* PROBLEM
Pictures stay out; everything else in the records below is to be repeated exactly.
——
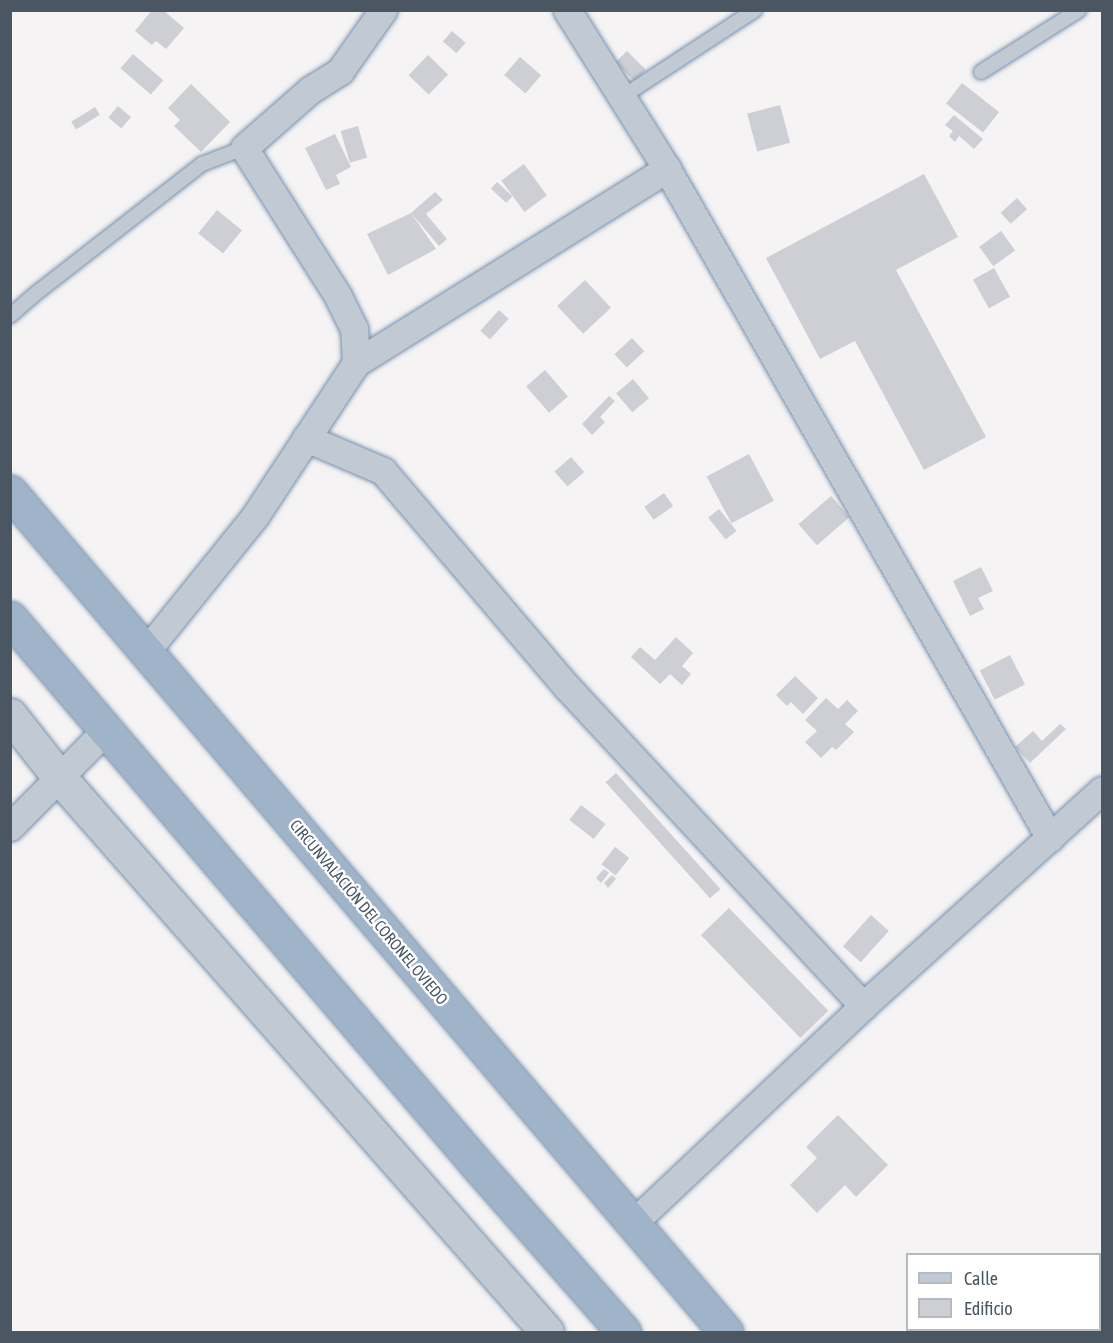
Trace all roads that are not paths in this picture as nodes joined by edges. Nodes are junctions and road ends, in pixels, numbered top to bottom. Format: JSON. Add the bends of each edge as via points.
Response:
{"nodes":[{"id":1,"x":383,"y":10,"type":"edge"},
{"id":2,"x":567,"y":10,"type":"edge"},
{"id":3,"x":755,"y":10,"type":"edge"},
{"id":4,"x":1079,"y":10,"type":"edge"},
{"id":5,"x":981,"y":72,"type":"dead end"},
{"id":6,"x":622,"y":97,"type":"junction"},
{"id":7,"x":244,"y":148,"type":"junction"},
{"id":8,"x":667,"y":169,"type":"junction"},
{"id":9,"x":10,"y":316,"type":"edge"},
{"id":10,"x":356,"y":363,"type":"junction"},
{"id":11,"x":306,"y":438,"type":"junction"},
{"id":12,"x":10,"y":492,"type":"edge"},
{"id":13,"x":10,"y":618,"type":"edge"},
{"id":14,"x":147,"y":650,"type":"junction"},
{"id":15,"x":10,"y":715,"type":"edge"},
{"id":16,"x":106,"y":730,"type":"junction"},
{"id":17,"x":59,"y":777,"type":"junction"},
{"id":18,"x":1102,"y":790,"type":"edge"},
{"id":19,"x":10,"y":827,"type":"edge"},
{"id":20,"x":1050,"y":838,"type":"junction"},
{"id":21,"x":863,"y":1006,"type":"junction"},
{"id":22,"x":633,"y":1222,"type":"junction"},
{"id":23,"x":547,"y":1332,"type":"edge"},
{"id":24,"x":624,"y":1332,"type":"edge"},
{"id":25,"x":726,"y":1332,"type":"edge"}],
"edges":[{"from":1,"to":7,"type":"street","via":[[340,71],[310,90]]},
{"from":2,"to":6,"type":"street"},
{"from":3,"to":6,"type":"lane"},
{"from":4,"to":5,"type":"lane"},
{"from":6,"to":8,"type":"street"},
{"from":7,"to":9,"type":"lane","via":[[201,164]]},
{"from":7,"to":10,"type":"street","via":[[338,296],[354,329]]},
{"from":8,"to":10,"type":"street"},
{"from":8,"to":20,"type":"street"},
{"from":10,"to":11,"type":"street"},
{"from":11,"to":14,"type":"street","via":[[255,516]]},
{"from":11,"to":21,"type":"street","via":[[383,471],[566,686]]},
{"from":12,"to":14,"type":"highway","name":"CIRCUNVALACIÓN DEL CORONEL OVIEDO"},
{"from":13,"to":16,"type":"highway"},
{"from":14,"to":22,"type":"highway","name":"CIRCUNVALACIÓN DEL CORONEL OVIEDO"},
{"from":15,"to":17,"type":"street"},
{"from":16,"to":17,"type":"street"},
{"from":16,"to":24,"type":"highway"},
{"from":17,"to":19,"type":"street"},
{"from":17,"to":23,"type":"street"},
{"from":18,"to":20,"type":"street"},
{"from":20,"to":21,"type":"street"},
{"from":21,"to":22,"type":"street"},
{"from":22,"to":25,"type":"highway","name":"CIRCUNVALACIÓN DEL CORONEL OVIEDO"}]}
——
* YOUR SOLUTION
Trace all roads that are not paths in this picture as nodes joined by edges. Nodes are junctions and road ends, in pixels, numbered top to bottom. Format: JSON. Add the bends of each edge as via points.
Response:
{"nodes":[{"id":1,"x":383,"y":10,"type":"edge"},
{"id":2,"x":567,"y":10,"type":"edge"},
{"id":3,"x":755,"y":10,"type":"edge"},
{"id":4,"x":1079,"y":10,"type":"edge"},
{"id":5,"x":981,"y":72,"type":"dead end"},
{"id":6,"x":622,"y":97,"type":"junction"},
{"id":7,"x":244,"y":148,"type":"junction"},
{"id":8,"x":667,"y":169,"type":"junction"},
{"id":9,"x":10,"y":316,"type":"edge"},
{"id":10,"x":356,"y":363,"type":"junction"},
{"id":11,"x":306,"y":438,"type":"junction"},
{"id":12,"x":10,"y":492,"type":"edge"},
{"id":13,"x":10,"y":618,"type":"edge"},
{"id":14,"x":147,"y":650,"type":"junction"},
{"id":15,"x":10,"y":715,"type":"edge"},
{"id":16,"x":106,"y":730,"type":"junction"},
{"id":17,"x":59,"y":777,"type":"junction"},
{"id":18,"x":1102,"y":790,"type":"edge"},
{"id":19,"x":10,"y":827,"type":"edge"},
{"id":20,"x":1050,"y":838,"type":"junction"},
{"id":21,"x":863,"y":1006,"type":"junction"},
{"id":22,"x":633,"y":1222,"type":"junction"},
{"id":23,"x":547,"y":1332,"type":"edge"},
{"id":24,"x":624,"y":1332,"type":"edge"},
{"id":25,"x":726,"y":1332,"type":"edge"}],
"edges":[{"from":1,"to":7,"type":"street","via":[[340,71],[310,90]]},
{"from":2,"to":6,"type":"street"},
{"from":3,"to":6,"type":"lane"},
{"from":4,"to":5,"type":"lane"},
{"from":6,"to":8,"type":"street"},
{"from":7,"to":9,"type":"lane","via":[[201,164]]},
{"from":7,"to":10,"type":"street","via":[[338,296],[354,329]]},
{"from":8,"to":10,"type":"street"},
{"from":8,"to":20,"type":"street"},
{"from":10,"to":11,"type":"street"},
{"from":11,"to":14,"type":"street","via":[[255,516]]},
{"from":11,"to":21,"type":"street","via":[[383,471],[566,686]]},
{"from":12,"to":14,"type":"highway","name":"CIRCUNVALACIÓN DEL CORONEL OVIEDO"},
{"from":13,"to":16,"type":"highway"},
{"from":14,"to":22,"type":"highway","name":"CIRCUNVALACIÓN DEL CORONEL OVIEDO"},
{"from":15,"to":17,"type":"street"},
{"from":16,"to":17,"type":"street"},
{"from":16,"to":24,"type":"highway"},
{"from":17,"to":19,"type":"street"},
{"from":17,"to":23,"type":"street"},
{"from":18,"to":20,"type":"street"},
{"from":20,"to":21,"type":"street"},
{"from":21,"to":22,"type":"street"},
{"from":22,"to":25,"type":"highway","name":"CIRCUNVALACIÓN DEL CORONEL OVIEDO"}]}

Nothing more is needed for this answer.